DETROIT (Reuters) - General Motors Co’s GM.N management has been too slow to make changes that would improve profitability and too vague in setting near-term milestones for performance, the leader of an investor group seeking a seat on the board said on Tuesday.
“There is absolutely a lack of confidence amongst investors of the company achieving its targets,” Harry Wilson told Reuters. “There’s a substantial amount of shareholder frustration.”
GM revealed Wilson’s board aspirations earlier on Tuesday. The former member of the U.S. auto task force that helped restructure the company in bankruptcy in 2009 also plans to propose at GM’s annual meeting in June that it launch an $8 billion share buyback program.

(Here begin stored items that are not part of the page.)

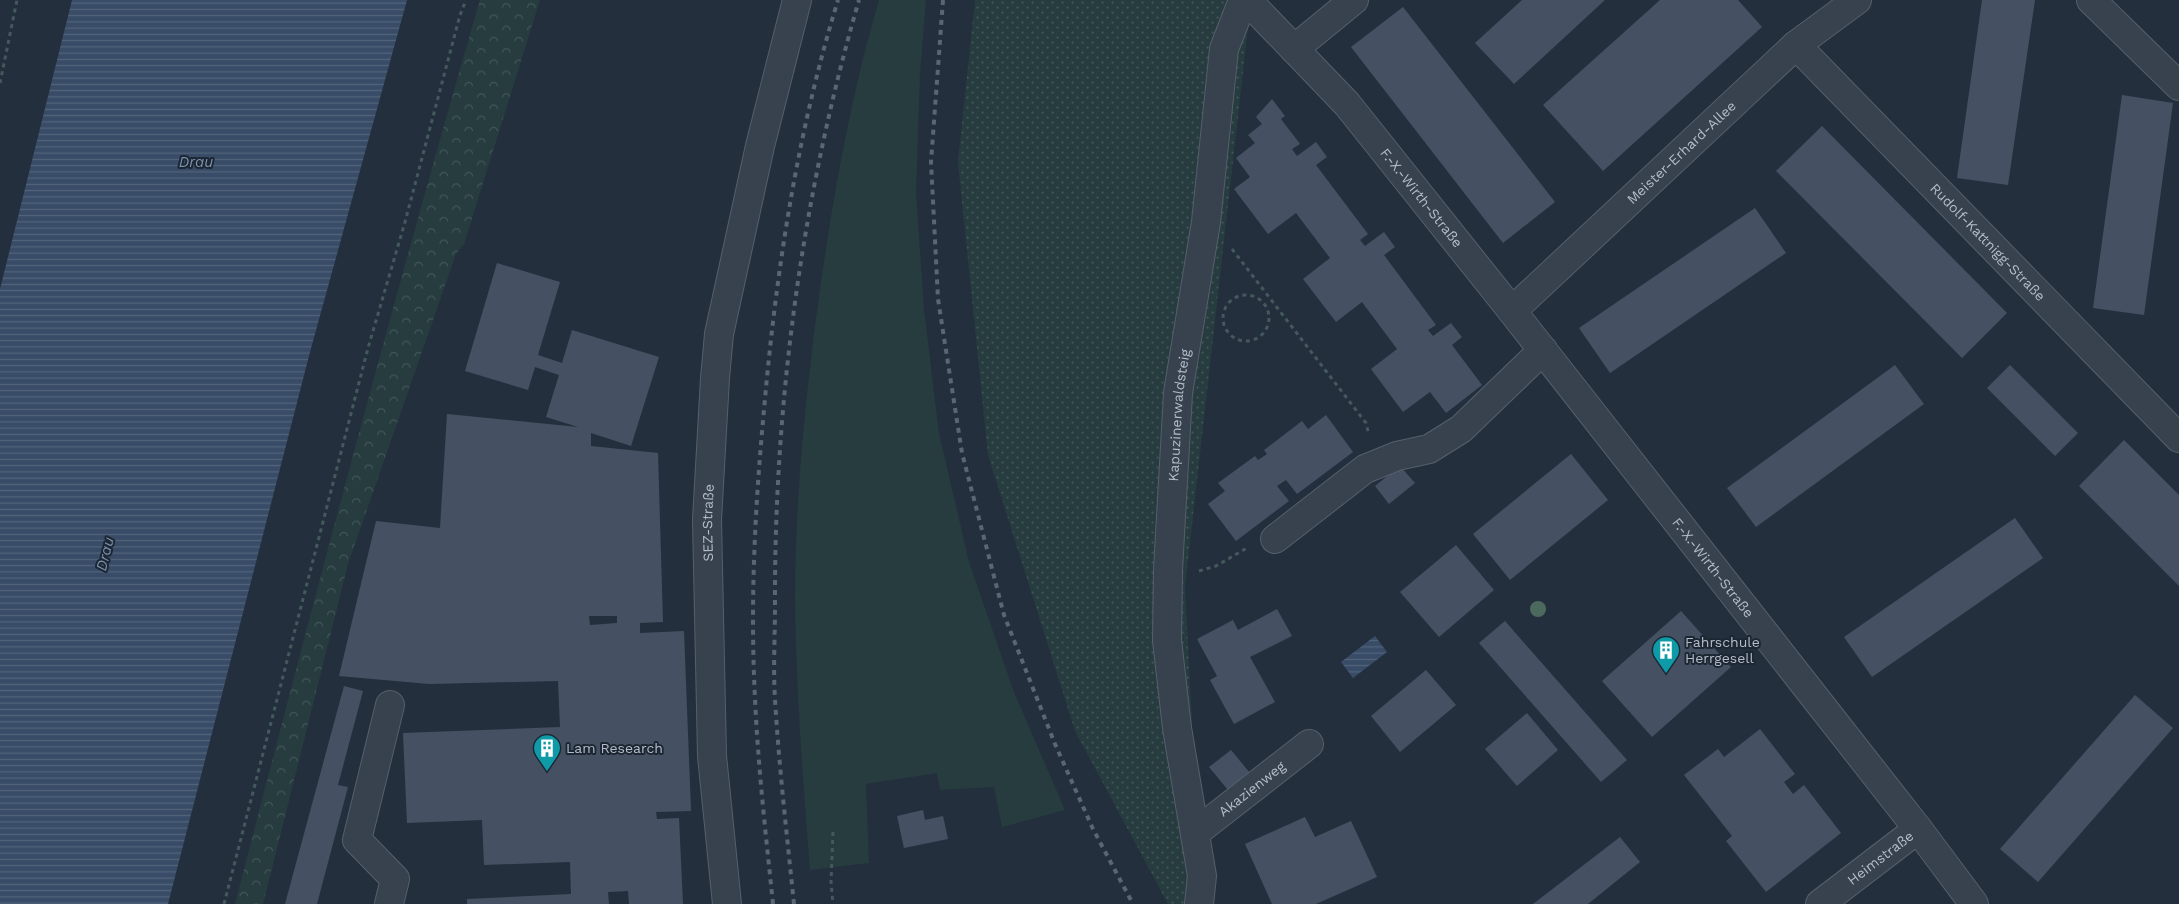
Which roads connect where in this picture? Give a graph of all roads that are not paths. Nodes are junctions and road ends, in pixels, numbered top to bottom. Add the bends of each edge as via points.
1 (797, 0) edge
2 (1243, 0) edge
3 (1247, 0) edge
4 (1354, 0) edge
5 (1857, 0) edge
6 (2090, 0) edge
7 (1796, 45) junction
8 (1294, 48) junction
9 (2179, 86) edge
10 (1512, 310) junction
11 (1543, 350) junction
12 (2179, 438) edge
13 (1275, 539) road end
14 (390, 705) dead end
15 (1309, 744) dead end
16 (1918, 829) junction
17 (1195, 833) junction
18 (389, 904) edge
19 (727, 904) edge
20 (1199, 904) edge
21 (1820, 904) edge
22 (1974, 904) edge

1 - 19 street, SEZ-Straße via 760,146 720,334 715,378 708,520 712,756
2 - 17 street, Kapuzinerwaldsteig via 1224,49 1206,222 1178,393 1167,640 1177,728
3 - 8 street, F.-X.-Wirth-Straße
4 - 8 street
5 - 7 street, Meister-Erhard-Allee
6 - 9 street
7 - 10 street, Meister-Erhard-Allee
7 - 12 street, Rudolf-Kattnigg-Straße
8 - 10 street, F.-X.-Wirth-Straße via 1347,104
10 - 11 street, F.-X.-Wirth-Straße
11 - 13 street via 1461,429 1429,449 1397,456 1365,469
11 - 16 street, F.-X.-Wirth-Straße
14 - 18 street via 357,840 395,880
15 - 17 street, Akazienweg
16 - 21 street, Heimstraße
16 - 22 street, F.-X.-Wirth-Straße
17 - 20 street, Kapuzinerwaldsteig via 1202,876

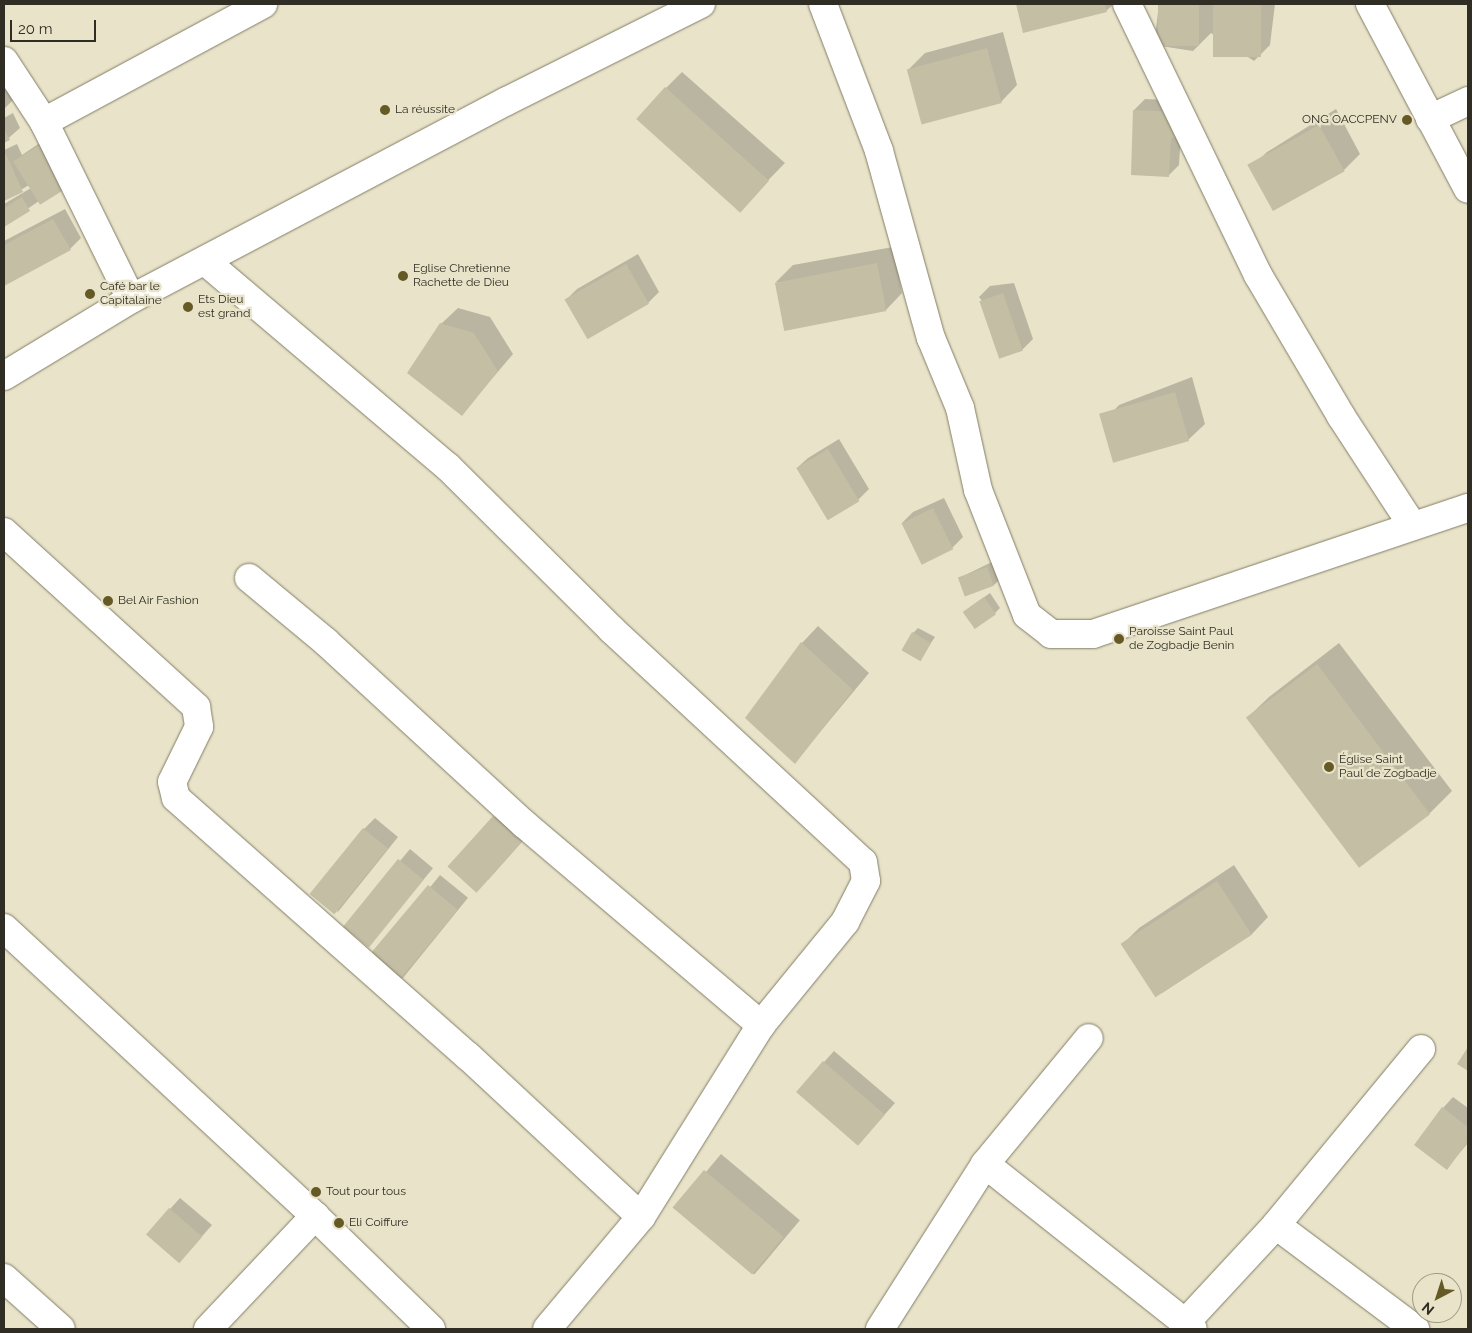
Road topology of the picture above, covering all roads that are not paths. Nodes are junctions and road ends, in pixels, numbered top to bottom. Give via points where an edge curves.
1 (263, 4) edge
2 (701, 4) edge
3 (823, 4) edge
4 (1127, 4) edge
5 (1370, 4) edge
6 (4, 61) edge
7 (1468, 101) edge
8 (1430, 119) junction
9 (44, 122) junction
10 (1468, 189) edge
11 (206, 261) junction
12 (131, 299) junction
13 (4, 376) edge
14 (1468, 508) edge
15 (1412, 525) junction
16 (4, 532) edge
17 (249, 578) dead end
18 (4, 928) edge
19 (761, 1025) junction
20 (1089, 1038) dead end
21 (1421, 1048) dead end
22 (985, 1164) junction
23 (315, 1216) junction
24 (641, 1217) junction
25 (1276, 1225) junction
26 (4, 1278) edge
27 (1190, 1326) edge
28 (61, 1329) edge
29 (208, 1329) edge
30 (431, 1329) edge
31 (547, 1329) edge
32 (880, 1329) edge
33 (1415, 1329) edge

1 - 9 street
2 - 11 street via 507,101
3 - 15 street via 879,151 931,338 960,408 978,490 1028,615 1051,634 1093,634
4 - 15 street via 1258,275 1341,416
5 - 8 street
6 - 9 street
7 - 8 street
8 - 10 street
9 - 12 street
11 - 12 street
11 - 19 street via 448,467 611,629 863,862 866,881 858,902
12 - 13 street
14 - 15 street
16 - 24 street via 196,707 199,727 172,782 176,798 468,1056
17 - 19 street via 326,642 524,824
18 - 23 street
19 - 24 street
20 - 22 street
21 - 25 street
22 - 27 street
22 - 32 street
23 - 29 street
23 - 30 street
24 - 31 street
25 - 27 street
25 - 33 street
26 - 28 street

Wilson said the pace of change at GM “has been quite slow” and the No. 1 U.S. automaker was still underperforming its potential. He said GM’s 2016 and 2020 profit margin targets are admirable but the company has failed to say how it will hit them.
“They put out these multi-year targets with nothing in between and it makes it hard to evaluate whether they’re on track or not,” he said. “As a result people really discount GM’s ability to get to those long-term targets.”
Wilson said GM has “way more cash than it needs, and that creates an opportunity to buy back a stock that’s very cheap.” He said the company would likely end 2015 with about $30 billion in cash, which suggests it will have at least $10 billion in excess cash, if not more.
Wilson, 43, called the proposal for an $8 billion buyback “incredibly conservative” and said his group, which includes David Tepper’s Appaloosa Management and three other hedge funds, had wrestled with proposing a larger buyback program.
Wilson, a 1993 Harvard graduate, worked at a series of finance industry jobs, including stints at Goldman Sachs GS.N, the Blackstone Group BX.N and Silver Point Capital, an investment fund, before being tapped to join the Obama administration task force assembled to restructure GM and the former Chrysler Group LLC in 2009.
At GM, Wilson was one of the key architects of the government-led restructuring that resulted in the closure of hundreds of U.S. dealerships, the winding down of the storied Pontiac brand and a financial recapitalization that transformed much of GM’s debt into equity held by the U.S. government. The Treasury Department said in April 2014 that it lost $11.2 billion on its investments in GM.
After leaving the auto task force, Wilson ran as a Republican for comptroller of the state of New York, but lost the race. In 2011, he founded Maeva Group, and has worked on restructurings at several other companies.
He cited his experiences as an independent director at automotive technology supplier Visteon Corp VC.N as a potential template for how he would work on GM’s board. Visteon put Wilson on its board in 2011 at the urging of shareholders dissatisfied with the company’s performance.
“There was not enough focus on goals and milestones,” he said. Since the summer of 2012, he says, Visteon’s stock has more than tripled.